The plot is now much clearer and has a power-lae structure for "small" completion times (i.e. less than 120 hours / 5 days). Then we see a drop as we approach longer task durations. This is actually an artifact of the "censoring" in the collected data sample. We have been observing the marketplace for a month now, so the samples does not contain longer completion times.

Now, given these values, how do we estimate the parameters of the power-law distribution and get the average completion time?

Since we have in our sample discrete completion times, the pdf of the power-law distribution is the Zeta distribution, with:

$Pr\{ duration = x \} = x^{-\alpha}/\zeta(\alpha)$

where $\zeta(\alpha) = \sum_{n=1}^\infty \frac{1}{n^\alpha}$ is the Riemann zeta function and $\alpha$ is the parameter of the distribution.

How can we estimate the parameter $\alpha$? As I have blogged previously, fitting a regression line on the plot is a bad idea! Instead it is much better to use the maximum likelihood estimator:

$\frac{\zeta^\prime(\hat{\alpha})}{\zeta(\hat{\alpha})} = -\frac{1}{n} \sum_{i=1}^{n} \ln(x_i)$

In our case, the $x_i$ values are the observed durations of the tasks.

I keep the task durations in a table Task_Duration(HITid, duration) in a relational database, so computing the value $\frac{1}{n} \sum_{i=1}^n \ln {x_i}$ is a simple query:
SELECT SUM(log(duration)*cnt)/SUM(cnt)
FROM (SELECT duration, COUNT(HITid) AS cnt
FROM Task_Duration GROUP BY duration) AS A

In the case of Mechanical Turk, we have:

$\frac{\zeta^\prime(\hat\alpha)}{\zeta(\hat{\alpha})} = -2.3926$

By looking up the table with the values of $\frac{\zeta^\prime(\hat\alpha)}{\zeta(\hat{\alpha})}$



we find that the most likely value for $\hat\alpha_{MTurk} = 1.35$.

And now the interesting part!

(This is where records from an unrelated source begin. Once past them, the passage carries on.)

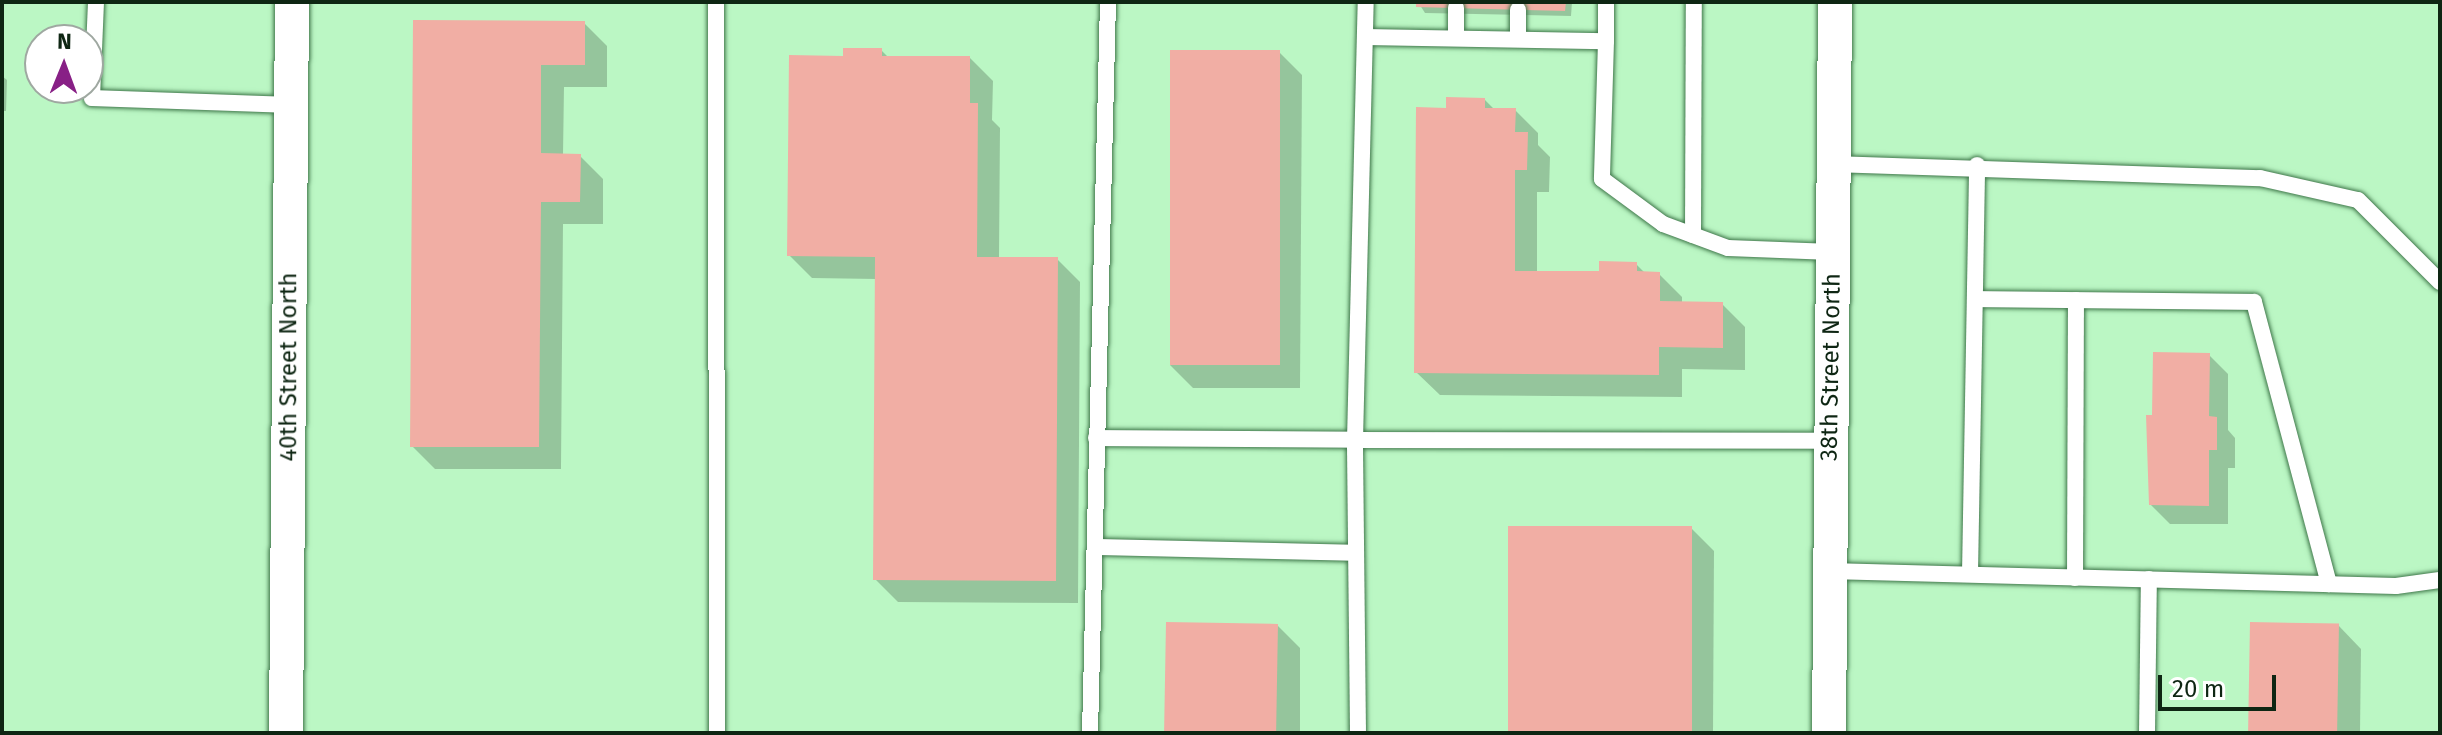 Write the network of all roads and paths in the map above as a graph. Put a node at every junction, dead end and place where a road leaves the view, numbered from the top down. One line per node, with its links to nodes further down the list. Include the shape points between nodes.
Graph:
1 (96, 2): 15 (lane, via 92,98)
2 (292, 2): 15 (street, 40th Street North)
3 (716, 2): 35 (lane)
4 (1108, 2): 23 (lane)
5 (1366, 2): 11 (lane)
6 (1606, 2): 14 (lane)
7 (1694, 2): 18 (lane)
8 (1835, 2): 16 (street, 38th Street North)
9 (1456, 8): 12 (lane)
10 (1518, 10): 13 (lane)
11 (1365, 37): 12 (lane); 24 (lane)
12 (1456, 38): 13 (lane)
13 (1518, 39): 14 (lane)
14 (1606, 41): 18 (lane, via 1602,179 1663,224)
15 (291, 105): 34 (street, 40th Street North)
16 (1833, 164): 17 (lane); 19 (street, 38th Street North)
17 (1977, 165): 20 (lane, via 2260,178 2358,200); 21 (lane)
18 (1693, 235): 19 (lane, via 1728,248)
19 (1832, 252): 25 (street, 38th Street North)
20 (2440, 282)
21 (1975, 299): 22 (lane); 29 (lane)
22 (2076, 300): 30 (lane); 33 (lane, via 2254,302)
23 (1096, 438): 24 (lane); 26 (lane)
24 (1355, 440): 25 (lane); 27 (lane)
25 (1831, 441): 28 (street, 38th Street North)
26 (1095, 547): 27 (lane); 36 (lane)
27 (1356, 553): 37 (lane)
28 (1829, 571): 29 (lane); 38 (street, 38th Street North)
29 (1970, 574): 30 (lane)
30 (2075, 578): 31 (lane)
31 (2149, 579): 33 (lane); 39 (lane)
32 (2440, 580): 33 (lane, via 2396,586)
33 (2329, 584)
34 (286, 733)
35 (717, 733)
36 (1090, 733)
37 (1358, 733)
38 (1829, 733)
39 (2147, 733)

A power-law distribution with $\alpha \leq 2$ does not have a well defined mean value! (It is infinite.) In such cases, the sample mean is never a good representation of the distribution mean. Instead, the mean value for the sample is expected to increase over time, without ever converging to a stable value.

Is this the case for Mechanical Turk? To check whether this is (so far) confirmed by the data collected until today, I plotted the average task duration for all tasks that finished in each date. Here is the alarming image:

In a stable system, you would expect the average completion time to increase initially (due to censoring effects, i.e. not observing long tasks) and then stabilize. However, what we can see is that indeed the average completion time is increasing, reinforcing the evidence that the system has a power-law distribution of completion times, with infinite mean. Not an encouraging sign at all!

I am now curious to investigate further the marketplace in terms of its queueing behavior. What is the arrival process? What is the serving process? What causes the bottlenecks? Is it the type of the tasks (boring, long tasks left to die?) or it is due to the behavior of the Turkers (doing a few HITs and then taking long breaks)?

Anyone more familiar with scheduling and queuing theory, please give pointers to the comments!